From: Brian Thomas <cinnamon@pft.com>
To: Debian Bug Tracking System <193546@bugs.debian.org>
Subject: ssh: Incorrect (?) authentication failure for me, too.
Date: Fri, 16 May 2003 10:15:26 -0700
Package: ssh
Version: 1:3.6.1p2-1
Followup-For: Bug #193546

I am seeing the exact same problem, but only under certain
circumstances, when attempting to scp a file using publickey-based
authentication. Interactive logins do not seem to suffer this problem.
It occurs independently of the client used, the debug output below is
from SecureCRT's 'vcp' copy tool, but I also see the same behavior from
other OpenSSH 3.6.1p2-1 systems.

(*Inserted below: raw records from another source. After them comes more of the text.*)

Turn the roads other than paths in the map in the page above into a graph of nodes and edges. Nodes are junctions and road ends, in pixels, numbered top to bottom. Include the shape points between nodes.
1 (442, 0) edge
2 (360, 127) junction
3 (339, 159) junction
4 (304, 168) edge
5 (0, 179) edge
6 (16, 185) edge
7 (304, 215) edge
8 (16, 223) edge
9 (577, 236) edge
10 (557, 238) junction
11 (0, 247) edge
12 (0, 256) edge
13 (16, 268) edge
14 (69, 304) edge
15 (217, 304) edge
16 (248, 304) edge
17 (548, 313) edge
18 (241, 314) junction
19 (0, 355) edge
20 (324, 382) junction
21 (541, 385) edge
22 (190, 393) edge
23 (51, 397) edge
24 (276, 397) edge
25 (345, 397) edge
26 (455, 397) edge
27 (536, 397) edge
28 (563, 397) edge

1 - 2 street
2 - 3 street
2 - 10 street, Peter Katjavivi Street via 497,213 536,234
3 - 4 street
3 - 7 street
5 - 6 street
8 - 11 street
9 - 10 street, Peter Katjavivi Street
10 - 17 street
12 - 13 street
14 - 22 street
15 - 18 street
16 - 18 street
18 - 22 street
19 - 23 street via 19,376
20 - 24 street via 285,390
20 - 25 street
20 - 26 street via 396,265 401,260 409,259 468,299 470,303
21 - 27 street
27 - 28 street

I have not done exhaustive testing to
say for certain that it is limited to scp, only that I know interactive 
does not seem to suffer as far as I can tell whether using password or 
publickey.

It is difficult to correlate exactly, but the impression I get when
watching the syslog output vs. watching the debug output that the error
pops up before publickey authentication is attempted. As you can see
both 'none' and 'keyboard-interactive' fail before publickey is
attempted, but it's important to note I only see ONE failure in the
syslog output. 

Additional information available upon request.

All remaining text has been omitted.